### WORK TO BE COMPLETED
Would you copy out each line of the records below that includes the word "nodes"?

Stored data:
☆ ☆ ☆ ☆ ☆ ☆ ☆

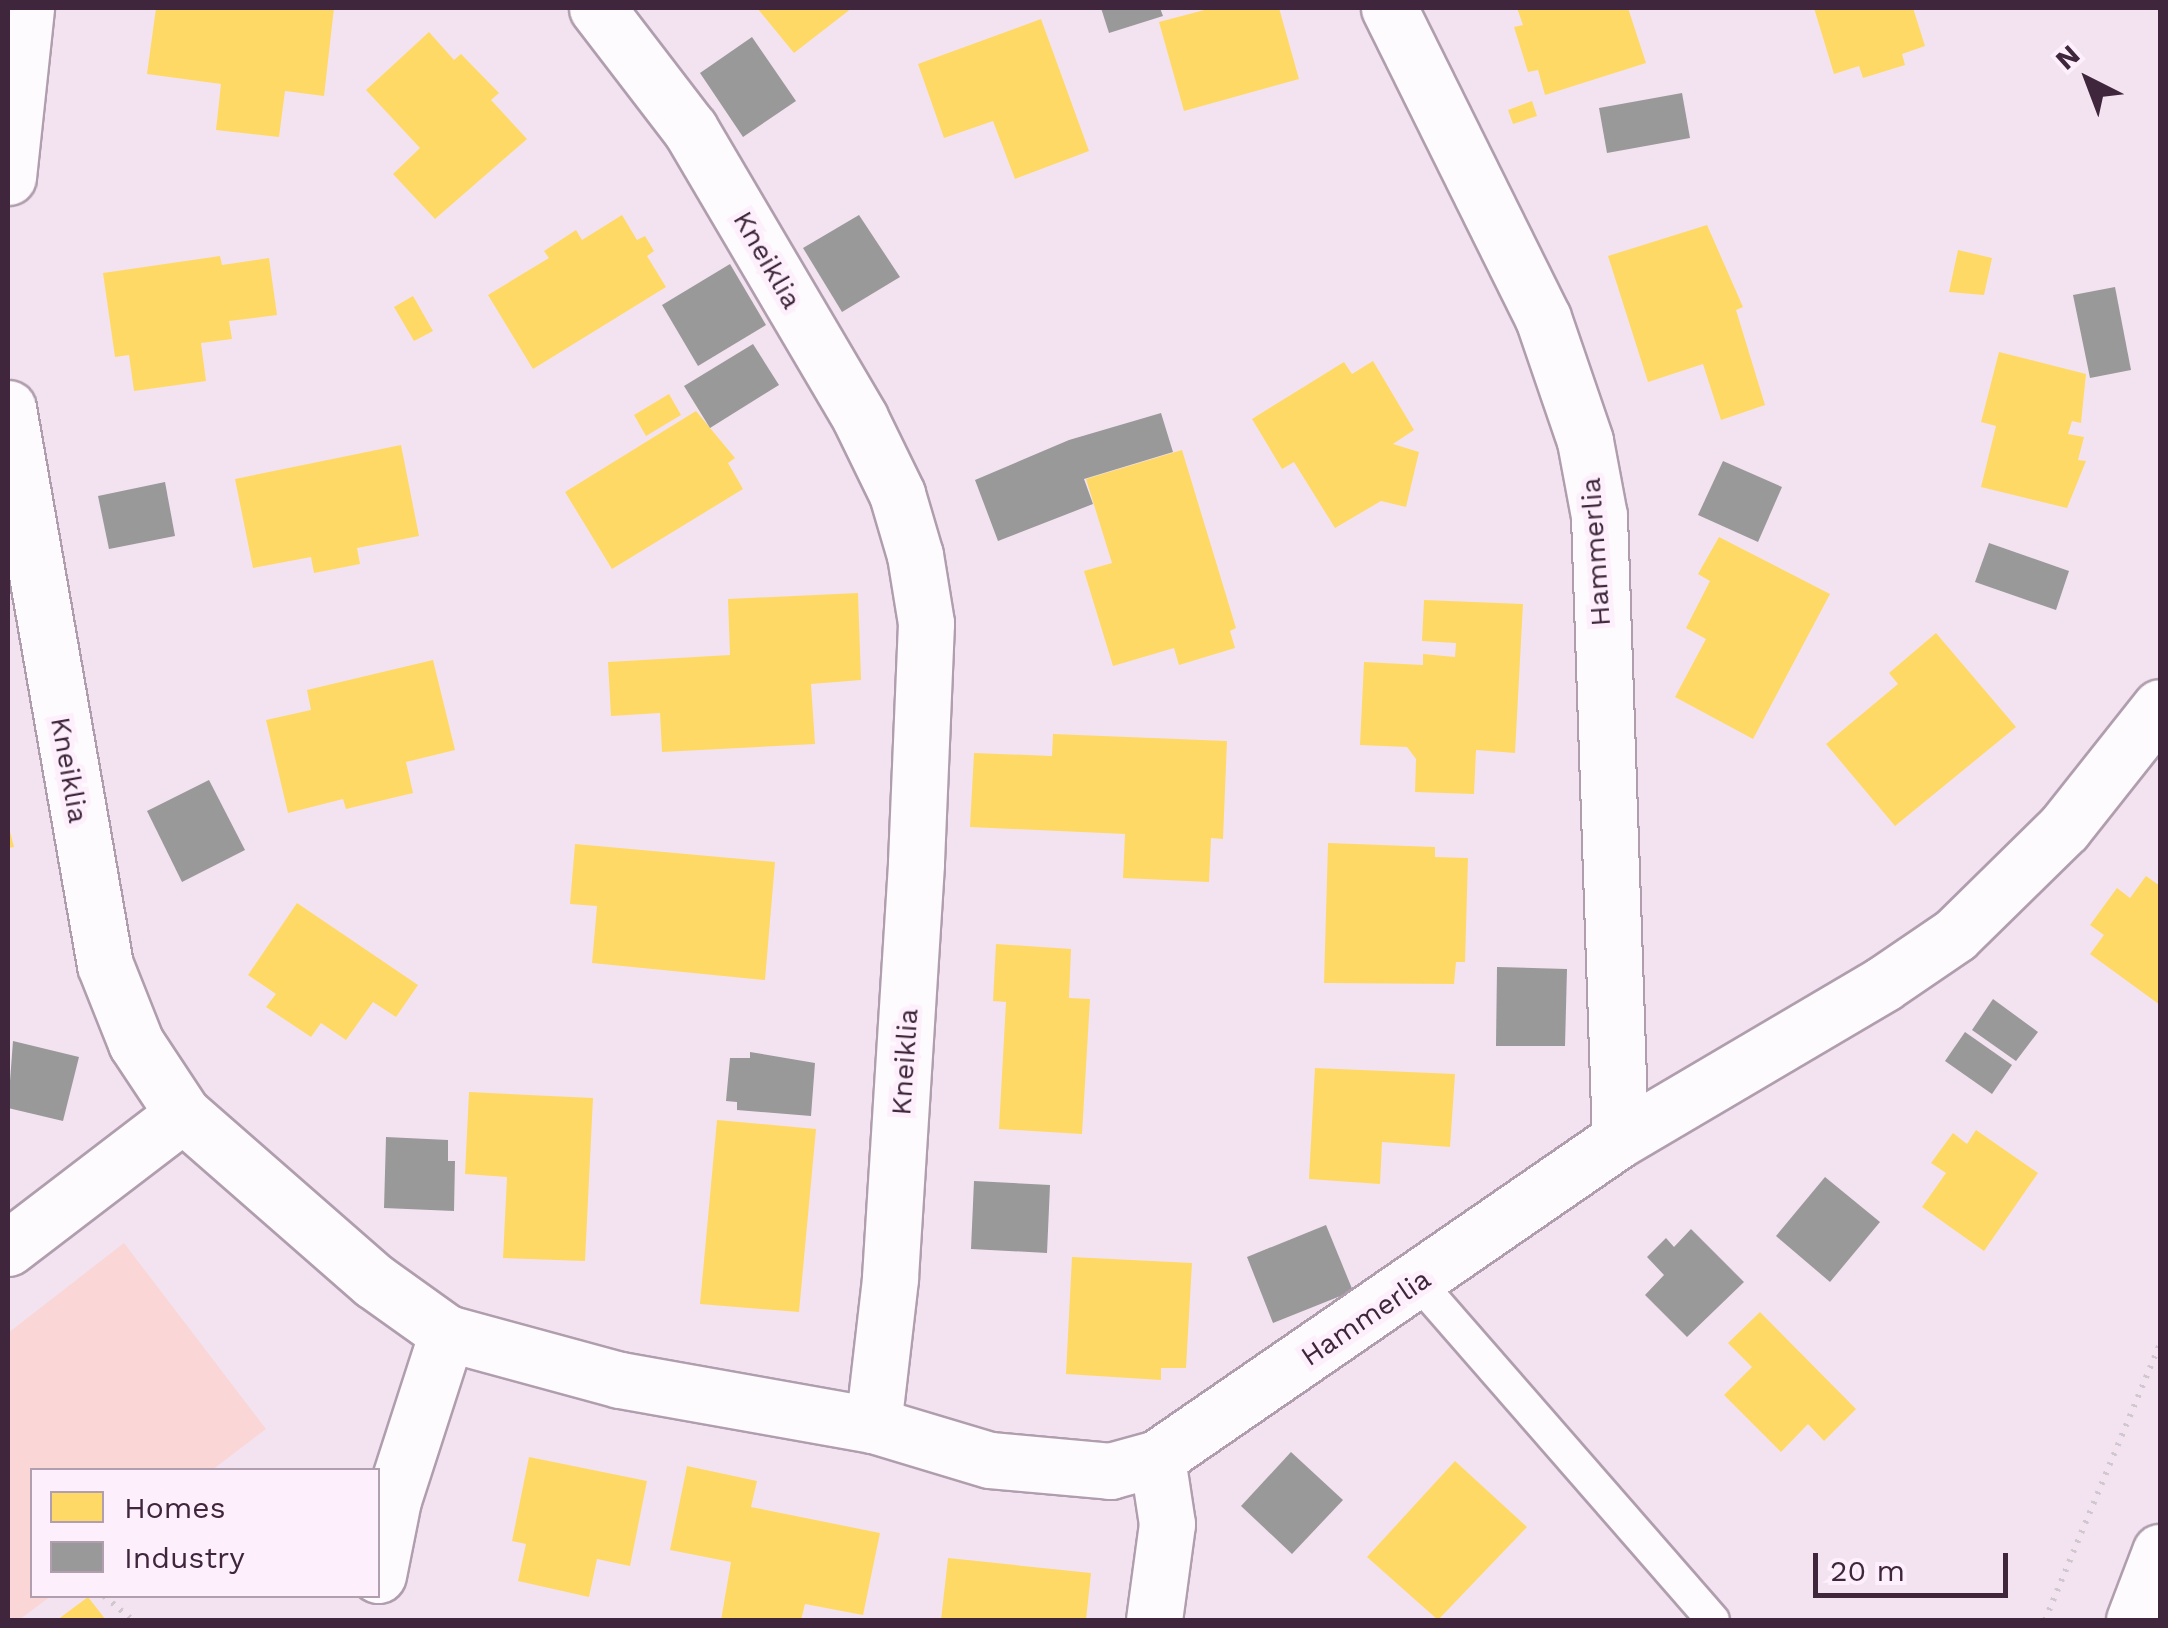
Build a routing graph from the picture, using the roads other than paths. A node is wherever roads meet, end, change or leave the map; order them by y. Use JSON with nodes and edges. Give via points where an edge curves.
{"nodes":[{"id":1,"x":26,"y":8,"type":"edge"},
{"id":2,"x":598,"y":8,"type":"edge"},
{"id":3,"x":1389,"y":8,"type":"edge"},
{"id":4,"x":8,"y":177,"type":"edge"},
{"id":5,"x":8,"y":408,"type":"edge"},
{"id":6,"x":2160,"y":707,"type":"edge"},
{"id":7,"x":183,"y":1114,"type":"junction"},
{"id":8,"x":1620,"y":1139,"type":"junction"},
{"id":9,"x":8,"y":1248,"type":"edge"},
{"id":10,"x":1419,"y":1283,"type":"junction"},
{"id":11,"x":447,"y":1333,"type":"junction"},
{"id":12,"x":873,"y":1425,"type":"junction"},
{"id":13,"x":1157,"y":1458,"type":"junction"},
{"id":14,"x":2160,"y":1552,"type":"edge"},
{"id":15,"x":380,"y":1564,"type":"edge"},
{"id":16,"x":1154,"y":1620,"type":"edge"},
{"id":17,"x":1714,"y":1620,"type":"edge"},
{"id":18,"x":2134,"y":1620,"type":"edge"}],
"edges":[{"from":1,"to":4,"type":"street"},
{"from":2,"to":12,"type":"street","name":"Kneiklia","via":[[690,129],[860,418],[898,494],[916,555],[926,623],[912,951]]},
{"from":3,"to":8,"type":"street","name":"Hammerlia","via":[[1543,318],[1586,441],[1599,516]]},
{"from":5,"to":7,"type":"street","name":"Kneiklia","via":[[105,966],[136,1043]]},
{"from":6,"to":8,"type":"street","name":"Hammerlia","via":[[2064,828],[1955,934],[1883,984]]},
{"from":7,"to":9,"type":"street"},
{"from":7,"to":11,"type":"street","name":"Kneiklia","via":[[374,1281]]},
{"from":8,"to":10,"type":"street","name":"Hammerlia"},
{"from":10,"to":13,"type":"street","name":"Hammerlia"},
{"from":10,"to":17,"type":"lane"},
{"from":11,"to":12,"type":"street","name":"Kneiklia","via":[[620,1380]]},
{"from":11,"to":15,"type":"street","via":[[393,1500]]},
{"from":12,"to":13,"type":"street","name":"Hammerlia","via":[[990,1460],[1110,1471]]},
{"from":13,"to":16,"type":"street","via":[[1167,1524]]},
{"from":14,"to":18,"type":"street"}]}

☆ ☆ ☆ ☆ ☆ ☆ ☆

### TASK RESULT
Build a routing graph from the picture, using the roads other than paths. A node is wherever roads meet, end, change or leave the map; order them by y. Use JSON with nodes and edges. Give via points where an edge curves.
{"nodes":[{"id":1,"x":26,"y":8,"type":"edge"},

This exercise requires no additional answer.